Oklahoma trio is a unique fit of rhythmic jazz
Have you heard about BRD? An acronym of its members first names, the Oklahoma jazz trio is:
Brian Belanus, a guitarist who “grew up in Stillwater for the most part” idolizing Eddie Van Halen.
“I was honestly just, like, playing Van Halen, and that was pretty much it,” Belanus said.
A guitar teacher first introduced Belanus to the music of Bill Frisell, Miles Davis and Thelonious Monk.

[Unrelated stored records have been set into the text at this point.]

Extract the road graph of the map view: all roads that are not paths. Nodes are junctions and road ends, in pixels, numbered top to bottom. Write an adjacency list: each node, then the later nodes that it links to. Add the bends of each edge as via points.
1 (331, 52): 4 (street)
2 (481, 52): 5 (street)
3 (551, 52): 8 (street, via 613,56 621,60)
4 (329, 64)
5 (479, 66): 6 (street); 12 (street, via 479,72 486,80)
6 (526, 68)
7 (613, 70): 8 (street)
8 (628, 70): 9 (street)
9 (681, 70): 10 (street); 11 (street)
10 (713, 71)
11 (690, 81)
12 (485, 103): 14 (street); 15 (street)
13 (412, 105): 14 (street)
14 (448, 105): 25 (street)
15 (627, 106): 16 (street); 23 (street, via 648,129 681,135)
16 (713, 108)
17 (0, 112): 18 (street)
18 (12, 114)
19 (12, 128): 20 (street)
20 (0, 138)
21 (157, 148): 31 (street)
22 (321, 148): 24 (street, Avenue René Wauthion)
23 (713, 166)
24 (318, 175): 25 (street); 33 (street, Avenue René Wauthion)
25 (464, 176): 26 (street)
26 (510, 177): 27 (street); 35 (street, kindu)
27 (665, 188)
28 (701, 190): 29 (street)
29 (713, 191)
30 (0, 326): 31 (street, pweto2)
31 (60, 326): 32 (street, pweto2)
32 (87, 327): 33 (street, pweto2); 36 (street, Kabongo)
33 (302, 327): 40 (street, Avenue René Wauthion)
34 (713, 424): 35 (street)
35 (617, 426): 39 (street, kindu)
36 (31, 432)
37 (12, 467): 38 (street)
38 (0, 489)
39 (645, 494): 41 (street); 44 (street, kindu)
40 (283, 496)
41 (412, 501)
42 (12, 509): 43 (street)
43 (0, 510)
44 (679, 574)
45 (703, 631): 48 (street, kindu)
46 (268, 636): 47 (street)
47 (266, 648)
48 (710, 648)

“So that was, like, the three after Van Halen,” Belanus said. “It was those three guys. And by the time I was done with high school, I was pretty into it. I was pretty interested. I’d sit down trying to figure out what Joe Pass was doing. And I’m still trying to figure out what Joe Pass was doing. … That’s probably the best part is that it just never really ends. You never get to be too good at it or anything. It’s always living and breathing. I think that’s the thing that’s probably more attractive. It seems like Van Halen had that same quality of improvisation. … It feels very free.”
Rei Wang, a bassist who grew up in Taiwan, studying classical music from the age of 5. She said she didn’t really hear jazz until her junior year of college, but she was immediately intrigued by the simpler sheet music, which only noted the melody and chord changes to leave room for improvisation and individual self expression.
“It was really fascinating for me. … In classical music, we read everything, and then you make it perfect. But in jazz, you only have this piece of paper we call the lead sheet, and then you make it—also perfect but in a different way. That’s what got me. … I wanted to try something outside of my comfort zone.”
After meeting at the University of Central Oklahoma (UCO), B and R began practicing standards and originals together, just to “have an outlet to play music,” Belanus said.
“And then Dave showed up,” Belanus added.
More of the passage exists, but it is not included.